SOURCE MATERIAL
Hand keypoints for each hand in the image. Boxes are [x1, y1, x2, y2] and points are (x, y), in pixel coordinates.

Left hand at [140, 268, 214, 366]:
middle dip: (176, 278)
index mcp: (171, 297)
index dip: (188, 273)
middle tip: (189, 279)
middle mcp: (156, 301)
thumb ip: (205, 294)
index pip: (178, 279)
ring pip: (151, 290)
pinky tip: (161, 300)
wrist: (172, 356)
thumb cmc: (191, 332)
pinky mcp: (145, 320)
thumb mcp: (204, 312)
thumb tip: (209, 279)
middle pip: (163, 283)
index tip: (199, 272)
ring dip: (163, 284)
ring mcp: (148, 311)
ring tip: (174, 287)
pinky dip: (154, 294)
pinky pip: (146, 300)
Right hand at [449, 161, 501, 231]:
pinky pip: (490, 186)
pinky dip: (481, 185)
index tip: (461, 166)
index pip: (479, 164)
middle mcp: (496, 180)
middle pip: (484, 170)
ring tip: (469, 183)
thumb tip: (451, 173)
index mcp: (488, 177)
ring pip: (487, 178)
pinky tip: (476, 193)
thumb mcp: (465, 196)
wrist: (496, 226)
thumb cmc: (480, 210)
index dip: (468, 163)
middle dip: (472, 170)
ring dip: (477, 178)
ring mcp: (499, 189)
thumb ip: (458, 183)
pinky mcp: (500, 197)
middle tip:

WORK TO COMPLETE
Please report every line among the entries that includes "middle".

PROBLEM SOLUTION
middle dip: (176, 278)
middle tip: (189, 279)
middle mcp: (156, 301)
middle pip: (163, 283)
middle mcp: (496, 180)
middle pip: (484, 170)
middle dip: (472, 170)
middle tip:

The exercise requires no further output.